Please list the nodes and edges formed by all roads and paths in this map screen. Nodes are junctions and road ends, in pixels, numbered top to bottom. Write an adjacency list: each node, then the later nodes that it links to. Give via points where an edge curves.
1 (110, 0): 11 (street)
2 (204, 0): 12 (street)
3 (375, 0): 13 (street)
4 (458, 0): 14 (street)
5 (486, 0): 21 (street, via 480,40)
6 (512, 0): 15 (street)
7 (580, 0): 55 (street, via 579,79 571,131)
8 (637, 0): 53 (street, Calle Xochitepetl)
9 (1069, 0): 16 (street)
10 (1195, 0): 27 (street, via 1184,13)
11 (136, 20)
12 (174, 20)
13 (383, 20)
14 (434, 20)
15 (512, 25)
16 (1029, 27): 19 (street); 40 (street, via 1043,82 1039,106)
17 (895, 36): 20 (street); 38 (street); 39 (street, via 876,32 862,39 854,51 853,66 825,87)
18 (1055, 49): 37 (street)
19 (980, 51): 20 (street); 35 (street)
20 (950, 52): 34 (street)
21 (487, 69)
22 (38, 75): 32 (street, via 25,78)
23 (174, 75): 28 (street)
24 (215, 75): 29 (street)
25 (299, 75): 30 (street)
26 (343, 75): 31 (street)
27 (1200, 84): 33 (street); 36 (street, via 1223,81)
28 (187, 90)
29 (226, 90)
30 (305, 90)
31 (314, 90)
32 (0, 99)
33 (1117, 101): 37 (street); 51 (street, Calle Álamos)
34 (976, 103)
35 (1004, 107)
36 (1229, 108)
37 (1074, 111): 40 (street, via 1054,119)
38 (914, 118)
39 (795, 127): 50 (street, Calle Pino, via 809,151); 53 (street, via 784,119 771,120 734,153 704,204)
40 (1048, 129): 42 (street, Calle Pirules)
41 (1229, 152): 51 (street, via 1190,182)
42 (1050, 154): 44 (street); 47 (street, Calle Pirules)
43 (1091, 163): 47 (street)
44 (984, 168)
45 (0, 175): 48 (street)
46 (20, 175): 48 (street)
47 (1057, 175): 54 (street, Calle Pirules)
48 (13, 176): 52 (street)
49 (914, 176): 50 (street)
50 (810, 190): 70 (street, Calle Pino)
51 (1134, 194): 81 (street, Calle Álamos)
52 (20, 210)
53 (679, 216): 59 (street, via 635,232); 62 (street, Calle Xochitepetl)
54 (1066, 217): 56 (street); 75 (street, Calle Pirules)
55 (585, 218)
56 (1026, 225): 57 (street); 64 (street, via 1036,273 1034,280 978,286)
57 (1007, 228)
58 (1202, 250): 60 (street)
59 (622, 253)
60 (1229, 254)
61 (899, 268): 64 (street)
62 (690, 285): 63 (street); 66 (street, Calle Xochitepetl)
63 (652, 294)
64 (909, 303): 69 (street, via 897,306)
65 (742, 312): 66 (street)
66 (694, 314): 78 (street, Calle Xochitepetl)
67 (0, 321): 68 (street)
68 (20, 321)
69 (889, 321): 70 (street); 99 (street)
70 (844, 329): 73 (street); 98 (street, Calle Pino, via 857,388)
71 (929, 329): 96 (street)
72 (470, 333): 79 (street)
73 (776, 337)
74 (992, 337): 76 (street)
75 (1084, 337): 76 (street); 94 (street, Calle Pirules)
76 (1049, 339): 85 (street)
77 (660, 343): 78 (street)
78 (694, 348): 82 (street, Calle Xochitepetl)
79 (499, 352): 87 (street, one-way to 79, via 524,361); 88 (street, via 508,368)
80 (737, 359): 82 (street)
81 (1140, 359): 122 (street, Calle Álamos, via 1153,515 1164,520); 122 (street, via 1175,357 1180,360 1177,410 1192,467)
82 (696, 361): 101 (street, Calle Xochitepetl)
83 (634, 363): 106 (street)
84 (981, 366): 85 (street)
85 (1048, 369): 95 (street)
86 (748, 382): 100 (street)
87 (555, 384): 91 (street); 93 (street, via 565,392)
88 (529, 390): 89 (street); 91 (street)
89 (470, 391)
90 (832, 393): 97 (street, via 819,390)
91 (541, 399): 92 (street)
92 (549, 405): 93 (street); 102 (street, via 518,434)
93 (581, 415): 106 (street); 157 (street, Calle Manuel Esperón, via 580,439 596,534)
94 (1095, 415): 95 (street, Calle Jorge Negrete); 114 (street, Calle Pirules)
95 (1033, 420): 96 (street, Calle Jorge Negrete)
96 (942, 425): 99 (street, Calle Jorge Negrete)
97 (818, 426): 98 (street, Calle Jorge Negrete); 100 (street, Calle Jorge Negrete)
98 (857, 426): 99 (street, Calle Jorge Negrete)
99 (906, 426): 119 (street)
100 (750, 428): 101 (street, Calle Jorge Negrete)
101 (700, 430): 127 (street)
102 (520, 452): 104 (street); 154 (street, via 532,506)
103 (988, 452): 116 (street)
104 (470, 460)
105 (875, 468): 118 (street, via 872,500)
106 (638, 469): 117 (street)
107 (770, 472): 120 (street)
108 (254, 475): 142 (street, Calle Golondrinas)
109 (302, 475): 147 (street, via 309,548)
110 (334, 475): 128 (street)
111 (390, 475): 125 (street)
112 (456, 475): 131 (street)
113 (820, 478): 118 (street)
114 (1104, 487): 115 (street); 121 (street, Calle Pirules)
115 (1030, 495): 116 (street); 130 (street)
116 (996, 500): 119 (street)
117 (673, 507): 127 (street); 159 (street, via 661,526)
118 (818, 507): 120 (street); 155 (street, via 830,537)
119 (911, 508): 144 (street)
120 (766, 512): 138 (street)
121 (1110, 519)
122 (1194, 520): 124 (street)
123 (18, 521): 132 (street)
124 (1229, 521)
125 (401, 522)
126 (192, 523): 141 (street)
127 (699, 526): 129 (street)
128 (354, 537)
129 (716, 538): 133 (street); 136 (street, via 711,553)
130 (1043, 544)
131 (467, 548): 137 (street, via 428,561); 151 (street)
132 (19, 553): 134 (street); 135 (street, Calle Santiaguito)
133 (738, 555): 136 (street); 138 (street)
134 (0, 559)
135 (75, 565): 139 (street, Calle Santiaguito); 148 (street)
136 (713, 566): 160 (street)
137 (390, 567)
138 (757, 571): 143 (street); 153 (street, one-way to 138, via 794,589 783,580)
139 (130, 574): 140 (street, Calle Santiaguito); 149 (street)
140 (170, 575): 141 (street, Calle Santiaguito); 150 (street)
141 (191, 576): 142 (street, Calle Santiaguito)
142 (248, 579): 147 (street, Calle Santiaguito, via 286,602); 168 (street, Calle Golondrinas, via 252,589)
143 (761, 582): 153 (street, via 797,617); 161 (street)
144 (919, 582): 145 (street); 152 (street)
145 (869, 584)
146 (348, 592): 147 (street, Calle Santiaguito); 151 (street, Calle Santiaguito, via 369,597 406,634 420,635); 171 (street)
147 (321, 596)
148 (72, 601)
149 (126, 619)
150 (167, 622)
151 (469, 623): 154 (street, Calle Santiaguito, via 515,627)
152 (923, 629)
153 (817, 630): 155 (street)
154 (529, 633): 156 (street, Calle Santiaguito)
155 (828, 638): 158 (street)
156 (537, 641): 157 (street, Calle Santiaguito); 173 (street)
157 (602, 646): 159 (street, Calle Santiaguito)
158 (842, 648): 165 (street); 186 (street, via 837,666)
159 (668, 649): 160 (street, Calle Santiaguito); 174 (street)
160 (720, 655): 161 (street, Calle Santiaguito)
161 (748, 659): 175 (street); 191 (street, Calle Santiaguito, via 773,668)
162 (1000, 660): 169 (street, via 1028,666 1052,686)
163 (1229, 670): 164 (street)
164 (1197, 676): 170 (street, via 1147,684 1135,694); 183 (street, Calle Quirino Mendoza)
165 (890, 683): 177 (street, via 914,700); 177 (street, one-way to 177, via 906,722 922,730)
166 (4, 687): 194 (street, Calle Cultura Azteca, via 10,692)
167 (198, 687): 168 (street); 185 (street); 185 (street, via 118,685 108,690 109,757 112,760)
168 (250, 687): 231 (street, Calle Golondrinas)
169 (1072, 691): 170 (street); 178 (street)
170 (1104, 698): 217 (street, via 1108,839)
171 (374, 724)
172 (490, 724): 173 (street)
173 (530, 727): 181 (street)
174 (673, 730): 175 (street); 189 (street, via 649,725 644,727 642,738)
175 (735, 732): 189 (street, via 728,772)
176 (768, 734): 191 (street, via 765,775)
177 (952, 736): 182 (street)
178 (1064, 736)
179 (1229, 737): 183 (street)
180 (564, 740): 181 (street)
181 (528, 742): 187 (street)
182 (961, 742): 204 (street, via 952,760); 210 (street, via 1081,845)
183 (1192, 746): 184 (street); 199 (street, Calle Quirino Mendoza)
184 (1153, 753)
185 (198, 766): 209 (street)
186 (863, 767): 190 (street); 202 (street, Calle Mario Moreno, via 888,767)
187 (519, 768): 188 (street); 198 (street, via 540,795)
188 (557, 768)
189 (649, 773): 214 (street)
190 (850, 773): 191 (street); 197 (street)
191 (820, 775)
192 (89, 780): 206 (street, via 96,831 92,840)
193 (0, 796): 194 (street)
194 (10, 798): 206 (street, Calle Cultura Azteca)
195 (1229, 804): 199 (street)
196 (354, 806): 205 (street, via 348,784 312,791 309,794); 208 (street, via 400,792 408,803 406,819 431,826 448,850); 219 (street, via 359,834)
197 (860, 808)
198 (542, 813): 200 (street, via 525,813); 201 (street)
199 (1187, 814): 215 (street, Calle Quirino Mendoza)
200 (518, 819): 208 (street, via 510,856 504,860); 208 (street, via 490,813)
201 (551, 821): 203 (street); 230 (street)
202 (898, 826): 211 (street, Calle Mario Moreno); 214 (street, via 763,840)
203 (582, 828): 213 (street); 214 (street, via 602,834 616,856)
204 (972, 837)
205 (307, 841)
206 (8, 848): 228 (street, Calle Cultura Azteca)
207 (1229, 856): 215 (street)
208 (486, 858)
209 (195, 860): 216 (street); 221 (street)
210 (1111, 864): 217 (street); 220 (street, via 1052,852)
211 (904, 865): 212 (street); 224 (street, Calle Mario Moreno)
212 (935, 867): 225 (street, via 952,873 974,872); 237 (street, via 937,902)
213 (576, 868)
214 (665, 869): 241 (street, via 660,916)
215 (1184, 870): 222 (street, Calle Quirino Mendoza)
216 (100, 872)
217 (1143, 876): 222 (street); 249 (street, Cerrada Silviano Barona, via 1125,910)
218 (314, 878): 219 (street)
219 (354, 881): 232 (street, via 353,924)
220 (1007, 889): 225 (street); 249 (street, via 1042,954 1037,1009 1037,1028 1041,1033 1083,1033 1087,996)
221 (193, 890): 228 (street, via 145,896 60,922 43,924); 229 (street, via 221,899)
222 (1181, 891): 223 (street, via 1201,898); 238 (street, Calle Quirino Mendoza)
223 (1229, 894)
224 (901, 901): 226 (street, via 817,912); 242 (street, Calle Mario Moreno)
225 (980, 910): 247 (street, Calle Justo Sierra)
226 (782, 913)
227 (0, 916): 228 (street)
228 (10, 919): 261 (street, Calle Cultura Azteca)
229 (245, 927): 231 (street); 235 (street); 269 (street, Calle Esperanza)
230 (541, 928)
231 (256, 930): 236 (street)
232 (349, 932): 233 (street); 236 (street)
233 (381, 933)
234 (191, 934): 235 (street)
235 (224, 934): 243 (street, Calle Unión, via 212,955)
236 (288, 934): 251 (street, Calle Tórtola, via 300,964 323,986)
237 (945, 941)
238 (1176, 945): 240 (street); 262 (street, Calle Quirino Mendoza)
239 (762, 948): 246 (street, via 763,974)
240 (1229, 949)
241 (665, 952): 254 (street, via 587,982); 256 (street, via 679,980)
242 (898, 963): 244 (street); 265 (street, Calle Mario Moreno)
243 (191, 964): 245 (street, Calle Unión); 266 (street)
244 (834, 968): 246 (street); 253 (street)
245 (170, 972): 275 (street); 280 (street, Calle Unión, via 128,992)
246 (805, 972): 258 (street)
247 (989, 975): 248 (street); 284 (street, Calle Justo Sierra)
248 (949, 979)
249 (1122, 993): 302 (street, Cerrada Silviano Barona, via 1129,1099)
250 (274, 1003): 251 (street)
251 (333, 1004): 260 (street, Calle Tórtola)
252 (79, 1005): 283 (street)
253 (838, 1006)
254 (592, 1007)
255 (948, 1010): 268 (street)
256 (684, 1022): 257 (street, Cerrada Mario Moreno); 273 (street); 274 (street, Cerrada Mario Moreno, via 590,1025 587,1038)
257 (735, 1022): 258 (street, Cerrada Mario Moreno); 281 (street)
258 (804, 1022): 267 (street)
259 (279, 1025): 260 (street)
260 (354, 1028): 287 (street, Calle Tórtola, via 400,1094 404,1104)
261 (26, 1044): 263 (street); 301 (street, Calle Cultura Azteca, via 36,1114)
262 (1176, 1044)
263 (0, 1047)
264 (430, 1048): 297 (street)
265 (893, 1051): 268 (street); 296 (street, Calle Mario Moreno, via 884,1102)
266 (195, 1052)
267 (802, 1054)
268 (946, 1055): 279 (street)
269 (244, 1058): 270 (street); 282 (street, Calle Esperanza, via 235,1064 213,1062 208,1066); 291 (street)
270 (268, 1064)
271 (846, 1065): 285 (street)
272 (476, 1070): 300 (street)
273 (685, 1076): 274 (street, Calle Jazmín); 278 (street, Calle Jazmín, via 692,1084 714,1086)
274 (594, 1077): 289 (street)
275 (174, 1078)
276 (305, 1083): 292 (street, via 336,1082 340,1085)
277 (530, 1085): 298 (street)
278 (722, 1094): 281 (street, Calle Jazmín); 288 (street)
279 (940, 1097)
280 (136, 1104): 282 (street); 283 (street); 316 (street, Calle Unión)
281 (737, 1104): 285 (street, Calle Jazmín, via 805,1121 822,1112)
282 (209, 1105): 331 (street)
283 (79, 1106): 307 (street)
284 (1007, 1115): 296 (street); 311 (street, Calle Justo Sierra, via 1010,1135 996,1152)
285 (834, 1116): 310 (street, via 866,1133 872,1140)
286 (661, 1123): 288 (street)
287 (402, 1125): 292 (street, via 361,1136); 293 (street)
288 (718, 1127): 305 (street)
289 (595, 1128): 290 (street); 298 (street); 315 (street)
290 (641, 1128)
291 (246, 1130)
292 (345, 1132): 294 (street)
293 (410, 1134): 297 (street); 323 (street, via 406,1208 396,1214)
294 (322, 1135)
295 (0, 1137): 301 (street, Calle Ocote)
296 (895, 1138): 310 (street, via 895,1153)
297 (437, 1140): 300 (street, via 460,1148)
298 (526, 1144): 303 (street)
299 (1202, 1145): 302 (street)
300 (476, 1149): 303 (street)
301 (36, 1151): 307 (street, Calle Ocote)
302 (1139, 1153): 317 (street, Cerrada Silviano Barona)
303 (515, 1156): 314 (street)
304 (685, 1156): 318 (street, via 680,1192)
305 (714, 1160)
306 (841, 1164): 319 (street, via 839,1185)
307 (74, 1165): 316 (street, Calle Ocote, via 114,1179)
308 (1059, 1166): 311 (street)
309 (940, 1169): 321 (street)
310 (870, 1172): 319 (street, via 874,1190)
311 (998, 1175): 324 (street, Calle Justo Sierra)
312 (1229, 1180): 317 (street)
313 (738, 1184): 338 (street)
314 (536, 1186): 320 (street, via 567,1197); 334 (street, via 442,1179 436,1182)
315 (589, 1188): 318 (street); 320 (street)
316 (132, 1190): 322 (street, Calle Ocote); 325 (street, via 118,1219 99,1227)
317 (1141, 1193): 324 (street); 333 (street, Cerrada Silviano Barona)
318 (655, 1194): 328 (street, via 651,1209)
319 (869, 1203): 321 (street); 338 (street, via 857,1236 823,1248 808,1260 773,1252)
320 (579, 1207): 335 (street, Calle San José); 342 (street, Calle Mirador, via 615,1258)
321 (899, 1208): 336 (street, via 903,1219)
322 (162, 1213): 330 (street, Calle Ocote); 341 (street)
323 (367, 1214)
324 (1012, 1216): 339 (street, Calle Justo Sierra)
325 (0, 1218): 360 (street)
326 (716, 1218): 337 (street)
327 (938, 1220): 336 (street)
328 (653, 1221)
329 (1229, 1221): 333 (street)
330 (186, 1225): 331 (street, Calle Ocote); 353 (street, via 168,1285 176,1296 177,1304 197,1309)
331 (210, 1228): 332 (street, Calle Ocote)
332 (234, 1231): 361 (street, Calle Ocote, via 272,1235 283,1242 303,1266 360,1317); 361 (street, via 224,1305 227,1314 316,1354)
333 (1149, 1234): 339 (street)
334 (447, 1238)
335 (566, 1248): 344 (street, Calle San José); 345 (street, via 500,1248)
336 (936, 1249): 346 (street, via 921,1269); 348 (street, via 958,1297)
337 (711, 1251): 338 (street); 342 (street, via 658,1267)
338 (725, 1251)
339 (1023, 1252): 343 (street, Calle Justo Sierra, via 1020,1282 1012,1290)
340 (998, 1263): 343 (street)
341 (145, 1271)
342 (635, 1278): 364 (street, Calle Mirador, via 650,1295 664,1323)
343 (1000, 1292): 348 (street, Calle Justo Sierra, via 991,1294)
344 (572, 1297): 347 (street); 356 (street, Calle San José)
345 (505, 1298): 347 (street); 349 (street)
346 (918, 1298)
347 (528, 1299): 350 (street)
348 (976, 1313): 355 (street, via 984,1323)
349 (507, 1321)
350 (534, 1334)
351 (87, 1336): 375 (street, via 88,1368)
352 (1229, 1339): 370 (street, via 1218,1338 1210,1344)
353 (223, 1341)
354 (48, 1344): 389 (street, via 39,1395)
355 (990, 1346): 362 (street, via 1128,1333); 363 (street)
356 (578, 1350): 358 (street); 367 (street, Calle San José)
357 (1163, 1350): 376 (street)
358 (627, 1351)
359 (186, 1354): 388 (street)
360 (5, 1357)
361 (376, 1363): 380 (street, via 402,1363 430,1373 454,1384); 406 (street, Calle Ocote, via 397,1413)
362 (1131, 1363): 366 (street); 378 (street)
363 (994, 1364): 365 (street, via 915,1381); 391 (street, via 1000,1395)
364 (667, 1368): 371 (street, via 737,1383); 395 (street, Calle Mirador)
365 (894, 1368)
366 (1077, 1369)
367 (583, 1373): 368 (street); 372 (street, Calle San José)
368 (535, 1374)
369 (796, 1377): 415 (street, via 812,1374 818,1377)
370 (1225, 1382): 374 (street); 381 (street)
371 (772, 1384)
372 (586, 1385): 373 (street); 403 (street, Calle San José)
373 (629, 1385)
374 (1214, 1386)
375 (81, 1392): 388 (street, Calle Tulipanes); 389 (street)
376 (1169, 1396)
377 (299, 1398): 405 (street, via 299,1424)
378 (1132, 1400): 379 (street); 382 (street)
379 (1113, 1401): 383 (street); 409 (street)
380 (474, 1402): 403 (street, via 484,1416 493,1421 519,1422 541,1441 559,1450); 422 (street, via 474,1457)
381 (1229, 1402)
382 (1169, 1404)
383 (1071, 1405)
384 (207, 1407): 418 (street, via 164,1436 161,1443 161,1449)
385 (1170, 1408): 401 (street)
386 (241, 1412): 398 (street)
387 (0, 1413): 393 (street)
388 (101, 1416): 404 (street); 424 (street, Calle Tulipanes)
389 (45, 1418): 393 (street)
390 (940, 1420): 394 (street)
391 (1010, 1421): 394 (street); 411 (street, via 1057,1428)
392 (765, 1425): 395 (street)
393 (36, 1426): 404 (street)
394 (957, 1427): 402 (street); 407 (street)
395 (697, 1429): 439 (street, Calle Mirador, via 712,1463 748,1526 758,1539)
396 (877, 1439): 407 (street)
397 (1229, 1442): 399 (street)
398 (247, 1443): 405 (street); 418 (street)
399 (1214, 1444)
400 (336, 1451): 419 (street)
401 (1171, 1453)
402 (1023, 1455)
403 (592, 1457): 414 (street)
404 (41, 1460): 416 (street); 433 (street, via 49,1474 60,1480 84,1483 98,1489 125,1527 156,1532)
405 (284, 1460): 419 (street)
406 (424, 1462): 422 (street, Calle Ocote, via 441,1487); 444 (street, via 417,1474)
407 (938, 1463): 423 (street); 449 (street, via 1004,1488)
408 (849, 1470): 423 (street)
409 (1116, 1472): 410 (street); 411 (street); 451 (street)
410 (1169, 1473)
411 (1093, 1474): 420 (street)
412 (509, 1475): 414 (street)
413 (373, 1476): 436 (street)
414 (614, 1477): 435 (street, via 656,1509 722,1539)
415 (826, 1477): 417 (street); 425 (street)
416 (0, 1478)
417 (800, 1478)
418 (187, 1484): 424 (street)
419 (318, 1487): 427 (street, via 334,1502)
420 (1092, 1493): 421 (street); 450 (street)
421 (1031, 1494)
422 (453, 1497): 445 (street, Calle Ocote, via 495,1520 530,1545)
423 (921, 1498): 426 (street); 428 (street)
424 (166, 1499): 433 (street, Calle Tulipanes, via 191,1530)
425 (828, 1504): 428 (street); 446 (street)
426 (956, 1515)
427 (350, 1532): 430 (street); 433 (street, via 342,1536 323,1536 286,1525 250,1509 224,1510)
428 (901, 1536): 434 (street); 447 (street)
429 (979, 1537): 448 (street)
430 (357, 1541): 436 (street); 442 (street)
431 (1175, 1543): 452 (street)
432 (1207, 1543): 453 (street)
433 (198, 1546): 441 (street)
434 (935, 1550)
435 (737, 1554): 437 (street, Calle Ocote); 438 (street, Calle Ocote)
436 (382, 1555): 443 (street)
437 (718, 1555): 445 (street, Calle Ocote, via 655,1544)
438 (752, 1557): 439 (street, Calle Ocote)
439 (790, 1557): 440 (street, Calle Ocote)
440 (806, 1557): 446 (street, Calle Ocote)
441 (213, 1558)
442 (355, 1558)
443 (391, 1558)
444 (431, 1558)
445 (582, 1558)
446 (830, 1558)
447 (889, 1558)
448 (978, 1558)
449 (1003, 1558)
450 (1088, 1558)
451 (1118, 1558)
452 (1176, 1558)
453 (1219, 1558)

### TO DO
When a line in the data above contains the string "Esperanza", copy that line.

### RESULT FOR THIS EXERCISE
229 (245, 927): 231 (street); 235 (street); 269 (street, Calle Esperanza)
269 (244, 1058): 270 (street); 282 (street, Calle Esperanza, via 235,1064 213,1062 208,1066); 291 (street)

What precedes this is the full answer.